Surge in September Hotspots Reaches New Heights in 2023By Admin
In early 2019, a number of fires were detected in the Province of Riau. Most of the land and forest fires in this area were difficult to extinguish because they occurred on peatlands. Pantau Gambut’s preliminary analysis shows that more hot spots were detected in Riau between January and March 2019 compared to the same period in 2015, where some of the worst fires occurred in Indonesia.
Beside South Sumatra and Central Kalimantan, Riau has the highest fire occurrence in Indonesia for the past 15 years. Pantau Gambut conducted an analysis of data on hot spots that have been detected in the Riau since 2015, as recorded by NASA’s VIIRS sensor. The year 2015 was selected as a starting point due to the massive land and forest fires that occurred in several regions in Indonesia, including Riau, causing haze to spread all the way to Malaysia and Singapore.
Based on summarized data from January 1, 2015 to March 12, 2019, the two periods of increased occurrence of hot spots in Riau were the first quarter of the year, between February and March, and the third quarter, between July and August.
Between 2015 to early 2019, the number of hot spots in Riau decreased in 2017, before spiking again in August 2018. The dry season, which was drier than the previous year, was the cause of the increased hot spots.
The number of hot spots in early 2019 is worrying.
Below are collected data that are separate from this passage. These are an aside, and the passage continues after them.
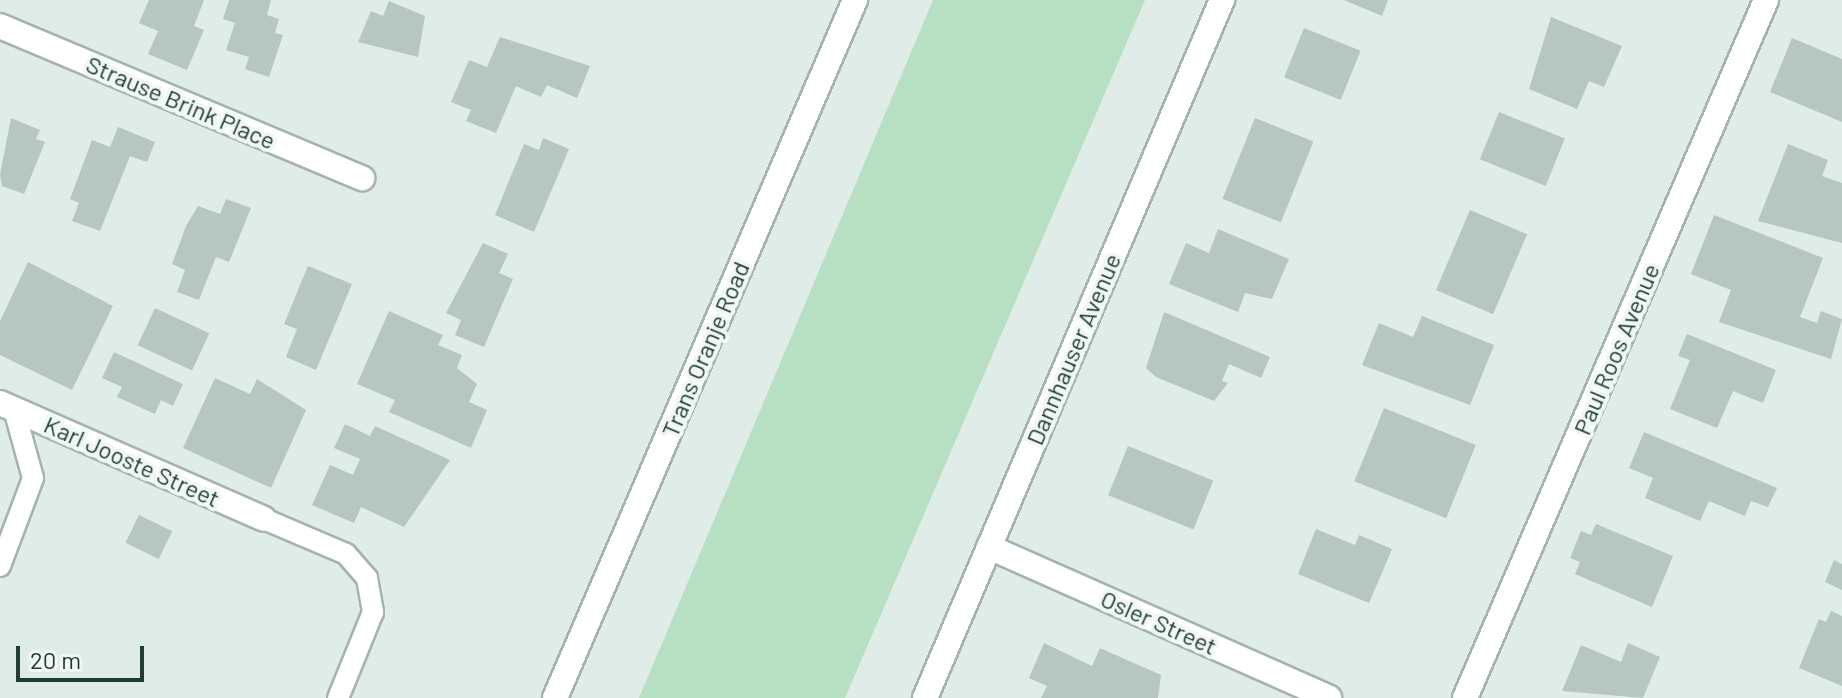 <!DOCTYPE html>
<style>
body{margin:0}
#map{position:relative;width:1842px;height:698px;overflow:hidden;background:#e0ece7;font-family:Barlow,sans-serif}
div>[style]{position:absolute}
[style*='--x']{left:calc(var(--x)*1px);top:calc(var(--y)*1px);width:calc(var(--w)*1px);rotate:calc(var(--a)*1deg)}
.green>*{inset:0;background:#b7dfc2}
.building>*{inset:0;background:#b5c7c0;transform-origin:0 0}
.roads{filter:drop-shadow(2px 0 #a3b4ae) drop-shadow(-2px 0 #a3b4ae) drop-shadow(0 2px #a3b4ae) drop-shadow(0 -2px #a3b4ae)}
.lane>*{height:20px;margin:-10px;padding:0 10px;transform-origin:10px;border-radius:10px;background:#fff}
.street>*{height:24px;margin:-12px;padding:0 12px;transform-origin:12px;border-radius:12px;background:#fff}
.secondary>*{height:24px;margin:-12px;padding:0 12px;transform-origin:12px;border-radius:12px;background:#fff}
span{translate:-50% -50%;white-space:nowrap;text-align:center;line-height:1.15;-webkit-text-stroke:8px #f1f8f4;paint-order:stroke}
.street-label{font-size:24px;color:#203e35}
.scale{position:absolute;left:16px;top:646px;width:128px;height:36px;box-sizing:border-box;border:4px solid #203e35;border-top:0;padding-left:10px;font-size:24px;line-height:28px;white-space:nowrap;color:#203e35;-webkit-text-stroke:6px #f1f8f4;paint-order:stroke}
</style>
<div id="map">
<div class="green">
<div style="clip-path:polygon(933px 0,1145px 0,845px 698px,639px 698px)"></div>
</div>
<div class="building">
<div style="clip-path:polygon(149px 0,204px 0,194px 26px,204px 30px,187px 70px,148px 54px,158px 31px,139px 23px)"></div>
<div style="clip-path:polygon(229px 0,271px 0,267px 15px,279px 19px,275px 33px,283px 35px,269px 77px,245px 69px,249px 57px,226px 50px,235px 23px,223px 19px)"></div>
<div style="clip-path:polygon(1344px 0,1388px 0,1382px 16px)"></div>
<div style="clip-path:polygon(389px 1px,425px 16px,418px 57px,358px 42px,371px 11px,383px 16px)"></div>
<div style="clip-path:polygon(1551px 17px,1622px 46px,1604px 87px,1589px 81px,1577px 109px,1529px 89px)"></div>
<div style="left:1304px;top:28px;width:61px;height:53px;rotate:22deg"></div>
<div style="clip-path:polygon(500px 37px,590px 66px,577px 98px,547px 85px,541px 97px,516px 86px,496px 133px,466px 121px,471px 110px,451px 102px,469px 60px,487px 67px)"></div>
<div style="clip-path:polygon(1792px 38px,1842px 59px,1842px 122px,1770px 92px)"></div>
<div style="left:1499px;top:112px;width:71px;height:51px;rotate:22deg"></div>
<div style="clip-path:polygon(11px 118px,40px 130px,36px 139px,45px 142px,24px 194px,2px 186px,0 175px)"></div>
<div style="left:1255px;top:118px;width:63px;height:87px;rotate:22deg"></div>
<div style="clip-path:polygon(118px 127px,155px 142px,147px 162px,130px 156px,100px 231px,72px 221px,79px 203px,70px 199px,92px 140px,110px 147px)"></div>
<div style="clip-path:polygon(543px 138px,569px 149px,534px 232px,495px 215px,524px 144px,539px 150px)"></div>
<div style="clip-path:polygon(1788px 144px,1828px 160px,1822px 176px,1842px 183px,1842px 243px,1758px 221px)"></div>
<div style="clip-path:polygon(226px 199px,251px 208px,229px 262px,216px 257px,199px 300px,177px 292px,185px 270px,172px 264px,186px 226px,198px 206px,220px 214px)"></div>
<div style="left:1470px;top:210px;width:62px;height:87px;rotate:23deg"></div>
<div style="clip-path:polygon(1714px 215px,1823px 258px,1800px 317px,1817px 323px,1821px 311px,1842px 319px,1831px 359px,1719px 322px,1731px 290px,1691px 274px)"></div>
<div style="clip-path:polygon(1218px 229px,1289px 259px,1272px 299px,1245px 293px,1238px 312px,1169px 284px,1186px 243px,1209px 253px)"></div>
<div style="clip-path:polygon(483px 243px,508px 254px,499px 273px,513px 279px,484px 347px,455px 335px,461px 320px,446px 313px)"></div>
<div style="clip-path:polygon(28px 262px,113px 306px,72px 390px,0 355px,0 321px)"></div>
<div style="clip-path:polygon(308px 266px,352px 284px,316px 370px,286px 357px,297px 329px,284px 324px)"></div>
<div style="left:155px;top:308px;width:60px;height:41px;rotate:25deg"></div>
<div style="clip-path:polygon(389px 311px,443px 335px,438px 345px,462px 355px,457px 368px,477px 384px,469px 402px,487px 410px,471px 448px,389px 412px,395px 400px,357px 384px)"></div>
<div style="clip-path:polygon(1164px 312px,1270px 357px,1261px 378px,1229px 364px,1222px 381px,1228px 383px,1214px 401px,1156px 377px,1146px 368px)"></div>
<div style="clip-path:polygon(1422px 316px,1494px 345px,1470px 405px,1362px 365px,1379px 323px,1413px 337px)"></div>
<div style="clip-path:polygon(1687px 334px,1776px 370px,1763px 403px,1733px 391px,1717px 428px,1670px 409px,1690px 360px,1678px 356px)"></div>
<div style="clip-path:polygon(114px 352px,183px 384px,173px 406px,161px 400px,155px 414px,117px 397px,122px 387px,102px 378px)"></div>
<div style="clip-path:polygon(215px 378px,250px 394px,257px 379px,306px 410px,271px 488px,183px 448px)"></div>
<div style="left:1384px;top:408px;width:99px;height:79px;rotate:22deg"></div>
<div style="clip-path:polygon(345px 424px,370px 436px,375px 426px,450px 460px,404px 527px,361px 507px,354px 523px,312px 505px,330px 465px,353px 475px,360px 459px,334px 448px)"></div>
<div style="clip-path:polygon(1644px 432px,1777px 488px,1768px 507px,1751px 501px,1745px 516px,1709px 501px,1700px 521px,1645px 498px,1653px 478px,1629px 468px)"></div>
<div style="left:1128px;top:446px;width:92px;height:53px;rotate:22deg"></div>
<div style="left:139px;top:515px;width:37px;height:31px;rotate:26deg"></div>
<div style="clip-path:polygon(1596px 524px,1673px 556px,1652px 607px,1575px 574px,1580px 562px,1570px 558px,1581px 531px,1591px 535px)"></div>
<div style="clip-path:polygon(1316px 529px,1355px 545px,1359px 535px,1392px 549px,1369px 603px,1298px 574px)"></div>
<div style="clip-path:polygon(1834px 560px,1842px 564px,1842px 590px,1825px 582px)"></div>
<div style="clip-path:polygon(1831px 611px,1842px 616px,1842px 686px,1799px 668px,1819px 619px,1826px 622px)"></div>
<div style="clip-path:polygon(1044px 643px,1092px 666px,1100px 648px,1161px 675px,1158px 698px,1041px 698px,1047px 686px,1029px 678px)"></div>
<div style="clip-path:polygon(1628px 643px,1660px 657px,1643px 698px,1562px 691px,1581px 645px,1621px 662px)"></div>
</div>
<div class="roads">
<div class="lane">
<div style="--x:264;--y:519;--w:89;--a:23.1"></div>
<div style="--x:346;--y:554;--w:32;--a:49"></div>
<div style="--x:367;--y:578;--w:35;--a:80"></div>
<div style="--x:373;--y:612;--w:93;--a:112.1"></div>
<div style="--x:0;--y:566;--w:94;--a:-69.4"></div>
<div style="--x:33;--y:478;--w:72;--a:-105.4"></div>
</div>
<div class="street">
<div style="--x:0;--y:26;--w:393;--a:22.8"></div>
<div style="--x:0;--y:403;--w:288;--a:23.7"></div>
<div style="--x:989;--y:547;--w:372;--a:23.9"></div>
<div style="--x:925;--y:698;--w:759;--a:-66.95"></div>
<div style="--x:1465;--y:698;--w:760;--a:-66.67"></div>
</div>
<div class="secondary">
<div style="--x:555;--y:698;--w:760;--a:-66.74"></div>
</div>
</div>
<div class="street-label">
<span style="left:181px;top:102px;rotate:23deg">Strause Brink Place</span>
<span style="left:705px;top:349px;rotate:-67deg">Trans Oranje Road</span>
<span style="left:1073px;top:349px;rotate:-67deg">Dannhauser Avenue</span>
<span style="left:1616px;top:349px;rotate:-67deg">Paul Roos Avenue</span>
<span style="left:132px;top:461px;rotate:24deg">Karl Jooste Street</span>
<span style="left:1159px;top:622px;rotate:24deg">Osler Street</span>
</div>
<div class="scale">20 m</div>
</div>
In total, the number of hot spots detected in February 2019 was higher than February 2015.
In February 2019, 94 hot spots were detected in Riau, as monitored by the high confidence VIIRS sensor. This was higher than the 74 hot spots detected in February 2015, moments before land and forest fires scorched 2.6 million hectares of land. The weather factor will be a formidable challenge for the prevention and handling of land and forest fires in Riau, especially due to the El Nino phenomenon that has occurred since December 2018 and is predicted to last until April. This dry condition will be very prone to fire and will be difficult to extinguish if the fire occurs on peatlands.
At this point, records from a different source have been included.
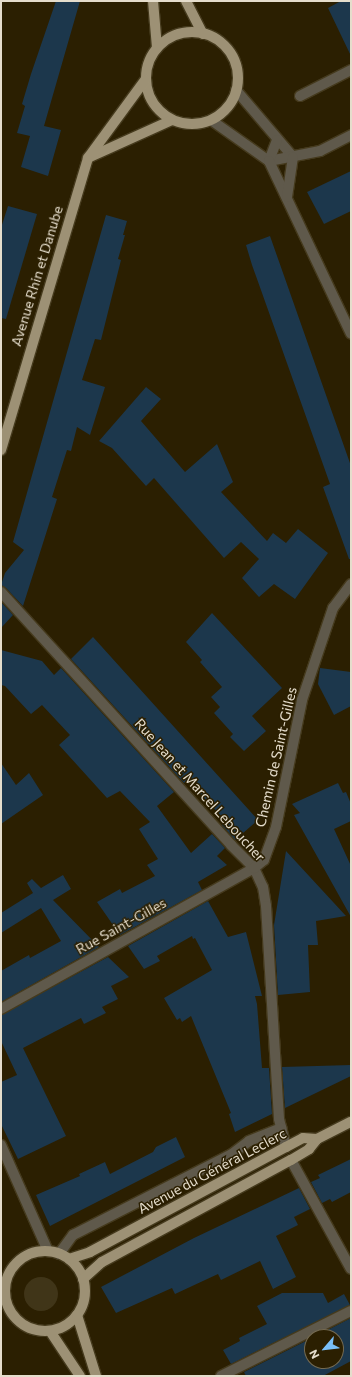 <!DOCTYPE html>
<meta charset="utf-8">
<style>
body{margin:0}
#map{position:relative;width:352px;height:1377px;overflow:hidden;background:#2b1f01;font-family:Commissioner,sans-serif}
div>[style]{position:absolute}
.green>*{inset:0;background:#403518}
.round{border-radius:50%}
.building>*{inset:0;background:#1c374c}
.roads{filter:drop-shadow(1px 0 #453a1d) drop-shadow(-1px 0 #453a1d) drop-shadow(0 1px #453a1d) drop-shadow(0 -1px #453a1d)}
.minor>*{height:10px;margin:-5px;padding:0 5px;transform-origin:5px;border-radius:5px;background:#5f594b}
.major>*{height:10px;margin:-5px;padding:0 5px;transform-origin:5px;border-radius:5px;background:#9d9175}
.major>.ring{margin:-5px;padding:0;box-sizing:content-box;background:none;border:10px solid #9d9175;border-radius:50%}
span{translate:-50% -50%;white-space:nowrap;text-align:center;line-height:1.15;-webkit-text-stroke:3px #2b1f01;paint-order:stroke}
.street-label{font-size:14px;color:#e5ddcc}
.frame{position:absolute;inset:0;border:2px solid #e5ddcc;pointer-events:none}
.north{position:absolute;left:304px;top:1329px;width:40px;height:40px;box-sizing:border-box;background:#2b1f01;border:1px solid #756b52;border-radius:50%;rotate:242deg;font-size:11px;font-weight:700;line-height:16px;text-align:center;color:#e5ddcc}
.north::after{content:'';display:block;margin:auto;width:14px;height:18px;background:#79bff8;clip-path:polygon(50% 0,100% 100%,50% 72%,0 100%)}
</style>
<div id="map">
<div class="green">
<div class="round" style="left:24px;top:1277px;width:34px;height:34px"></div>
</div>
<div class="building">
<div style="clip-path:polygon(56px 1px,80px 1px,44px 126px,61px 130px,48px 176px,21px 167px,30px 136px,17px 133px,25px 106px,22px 104px,31px 74px)"></div>
<div style="clip-path:polygon(341px 1px,351px 1px,351px 56px,328px 8px)"></div>
<div style="clip-path:polygon(351px 171px,351px 211px,324px 224px,307px 192px)"></div>
<div style="clip-path:polygon(8px 206px,37px 214px,6px 319px,1px 318px,1px 228px)"></div>
<div style="clip-path:polygon(106px 215px,127px 221px,123px 235px,125px 235px,118px 259px,121px 260px,101px 340px,95px 339px,82px 380px,105px 387px,90px 435px,77px 427px,71px 451px,67px 450px,52px 497px,57px 499px,23px 606px,6px 588px,1px 585px,5px 573px,24px 550px,13px 542px)"></div>
<div style="clip-path:polygon(270px 236px,351px 466px,351px 559px,349px 559px,323px 487px,330px 484px,252px 265px,246px 245px)"></div>
<div style="clip-path:polygon(146px 387px,161px 399px,141px 421px,185px 472px,217px 444px,233px 482px,221px 492px,267px 541px,273px 533px,286px 543px,298px 529px,328px 553px,295px 599px,274px 584px,259px 597px,242px 578px,259px 559px,241px 542px,224px 558px,154px 478px,146px 486px,112px 448px,99px 441px)"></div>
<div style="clip-path:polygon(1px 602px,13px 615px,1px 628px)"></div>
<div style="clip-path:polygon(212px 613px,282px 688px,252px 716px,266px 731px,244px 751px,230px 737px,233px 734px,214px 713px,220px 707px,211px 697px,222px 687px,200px 662px,202px 660px,186px 642px)"></div>
<div style="clip-path:polygon(93px 637px,258px 820px,235px 840px,222px 825px,226px 821px,187px 780px,184px 783px,71px 659px)"></div>
<div style="clip-path:polygon(1px 650px,42px 661px,54px 675px,61px 668px,174px 792px,157px 806px,191px 853px,212px 834px,225px 848px,217px 856px,227px 865px,198px 882px,202px 890px,120px 935px,97px 902px,120px 889px,122px 893px,155px 876px,147px 865px,158px 859px,139px 829px,150px 822px,120px 791px,107px 798px,59px 745px,70px 735px,42px 705px,31px 714px,5px 686px,1px 685px)"></div>
<div style="clip-path:polygon(320px 668px,351px 672px,351px 706px,334px 715px,318px 684px)"></div>
<div style="clip-path:polygon(1px 763px,16px 785px,29px 773px,43px 795px,1px 824px)"></div>
<div style="clip-path:polygon(338px 783px,343px 793px,346px 792px,351px 804px,351px 821px,334px 829px,351px 866px,351px 917px,294px 815px,300px 813px,292px 804px)"></div>
<div style="clip-path:polygon(286px 851px,346px 916px,316px 921px,318px 945px,308px 945px,310px 992px,278px 995px,274px 925px)"></div>
<div style="clip-path:polygon(63px 875px,71px 889px,53px 900px,99px 947px,1px 1002px,1px 971px,29px 955px,30px 958px,61px 941px,41px 908px,1px 933px,1px 913px,33px 893px,27px 883px,32px 879px,41px 888px)"></div>
<div style="clip-path:polygon(208px 901px,228px 937px,246px 932px,262px 996px,255px 996px,257px 1004px,262px 1068px,269px 1068px,272px 1114px,235px 1132px,229px 1114px,231px 1113px,191px 1016px,182px 1022px,180px 1018px,177px 1020px,164px 998px,212px 970px,195px 938px,193px 939px,192px 936px,157px 956px,160px 961px,144px 969px,128px 946px)"></div>
<div style="clip-path:polygon(108px 957px,129px 977px,111px 986px,118px 999px,102px 1007px,106px 1013px,84px 1024px,81px 1018px,23px 1048px,66px 1136px,18px 1159px,1px 1124px,1px 1082px,17px 1075px,1px 1041px,1px 1015px)"></div>
<div style="clip-path:polygon(351px 1065px,351px 1076px,285px 1108px,282px 1067px)"></div>
<div style="clip-path:polygon(176px 1137px,185px 1157px,50px 1226px,36px 1195px,80px 1176px,79px 1174px,105px 1162px,110px 1174px,153px 1152px,156px 1147px)"></div>
<div style="clip-path:polygon(351px 1159px,351px 1192px,332px 1202px,330px 1199px,322px 1203px,311px 1182px,320px 1178px,318px 1175px)"></div>
<div style="clip-path:polygon(299px 1188px,310px 1209px,294px 1217px,298px 1225px,276px 1236px,296px 1277px,273px 1289px,260px 1261px,221px 1280px,218px 1274px,175px 1294px,172px 1288px,116px 1313px,101px 1287px,194px 1238px)"></div>
<div style="clip-path:polygon(282px 1293px,323px 1293px,328px 1303px,344px 1294px,350px 1305px,231px 1364px,223px 1350px,240px 1341px,239px 1338px,267px 1324px,257px 1306px)"></div>
<div style="clip-path:polygon(351px 1318px,351px 1361px,323px 1376px,246px 1376px,244px 1372px,312px 1338px,312px 1361px,336px 1361px,336px 1337px,314px 1337px)"></div>
</div>
<div class="roads">
<div class="minor">
<div style="left:236px;top:90px;width:88px;rotate:49.6deg"></div>
<div style="left:300px;top:96px;width:57px;rotate:-27deg"></div>
<div style="left:211px;top:120px;width:71px;rotate:35.3deg"></div>
<div style="left:269px;top:161px;width:52px;rotate:-11.1deg"></div>
<div style="left:320px;top:151px;width:35px;rotate:-27deg"></div>
<div style="left:277px;top:140px;width:22px;rotate:111deg"></div>
<div style="left:269px;top:161px;width:191px;rotate:64.6deg"></div>
<div style="left:287px;top:197px;width:40px;rotate:-81.5deg"></div>
<div style="left:1px;top:592px;width:342px;rotate:47.7deg"></div>
<div style="left:231px;top:845px;width:33px;rotate:45deg"></div>
<div style="left:254px;top:868px;width:21px;rotate:65deg"></div>
<div style="left:263px;top:887px;width:19px;rotate:81deg"></div>
<div style="left:266px;top:906px;width:213px;rotate:86.5deg"></div>
<div style="left:279px;top:1119px;width:29px;rotate:76deg"></div>
<div style="left:1px;top:1009px;width:290px;rotate:-29.1deg"></div>
<div style="left:254px;top:868px;width:13px;rotate:-39deg"></div>
<div style="left:264px;top:860px;width:35px;rotate:-70deg"></div>
<div style="left:276px;top:827px;width:130px;rotate:-78.4deg"></div>
<div style="left:302px;top:700px;width:97px;rotate:-71.4deg"></div>
<div style="left:333px;top:608px;width:30px;rotate:-53deg"></div>
<div style="left:1px;top:1145px;width:116px;rotate:66.1deg"></div>
<div style="left:291px;top:1160px;width:124px;rotate:61.2deg"></div>
<div style="left:59px;top:1254px;width:24px;rotate:-54deg"></div>
<div style="left:73px;top:1235px;width:178px;rotate:-27deg"></div>
<div style="left:232px;top:1154px;width:21px;rotate:-37deg"></div>
<div style="left:249px;top:1141px;width:35px;rotate:-22deg"></div>
<div style="left:221px;top:1376px;width:145px;rotate:-26.6deg"></div>
</div>
<div class="major">
<div style="left:153px;top:1px;width:47px;rotate:85.1deg"></div>
<div style="left:186px;top:1px;width:37px;rotate:63deg"></div>
<div class="ring" style="left:146px;top:32px;width:82px;height:82px"></div>
<div style="left:90px;top:157px;width:90px;rotate:-24.3deg"></div>
<div style="left:1px;top:450px;width:305px;rotate:-73.4deg"></div>
<div style="left:88px;top:158px;width:97px;rotate:-53.8deg"></div>
<div class="ring" style="left:5px;top:1251px;width:70px;height:70px"></div>
<div style="left:69px;top:1259px;width:22px;rotate:-18deg"></div>
<div style="left:90px;top:1252px;width:222px;rotate:-28.2deg"></div>
<div style="left:286px;top:1147px;width:19px;rotate:-28deg"></div>
<div style="left:303px;top:1138px;width:14px;rotate:4deg"></div>
<div style="left:83px;top:1279px;width:25px;rotate:-42deg"></div>
<div style="left:102px;top:1262px;width:215px;rotate:-28.4deg"></div>
<div style="left:291px;top:1160px;width:21px;rotate:-31deg"></div>
<div style="left:309px;top:1149px;width:13px;rotate:-51deg"></div>
<div style="left:317px;top:1139px;width:38px;rotate:-27deg"></div>
<div style="left:77px;top:1315px;width:64px;rotate:72.7deg"></div>
<div style="left:50px;top:1331px;width:54px;rotate:56.3deg"></div>
</div>
</div>
<div class="street-label">
<span style="left:37px;top:276px;rotate:-73deg">Avenue Rhin et Danube</span>
<span style="left:276px;top:757px;rotate:-77deg">Chemin de Saint-Gilles</span>
<span style="left:200px;top:790px;rotate:48deg">Rue Jean et Marcel Leboucher</span>
<span style="left:121px;top:926px;rotate:-29deg">Rue Saint-Gilles</span>
<span style="left:212px;top:1171px;rotate:-28deg">Avenue du Général Leclerc</span>
</div>
<div class="frame"></div>
<div class="north">N</div>
</div>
Pantau Gambut overlapped hotspots with peat maps in Indonesia. As a result, on average, 77% of all hot spots monitored in Riau between 2015 and March 12, 2019, occurred on peat areas. The percentage of hot spots on peatland by year can be seen in the following chart.
In addition, the Pantau Gambut team also overlaid the map of hot spots with the 2018 and 2019 Peatland Restoration Annual Action Plans (RTT) in Riau.
The results show that hot spots were detected in Riau between 2018 and 2019, in areas that should have received intervention from peatland restoration rewetting programs.
With this preliminary data, a more in-depth study is necessary to examine why fires still occur in peat areas that should have received restoration interventions.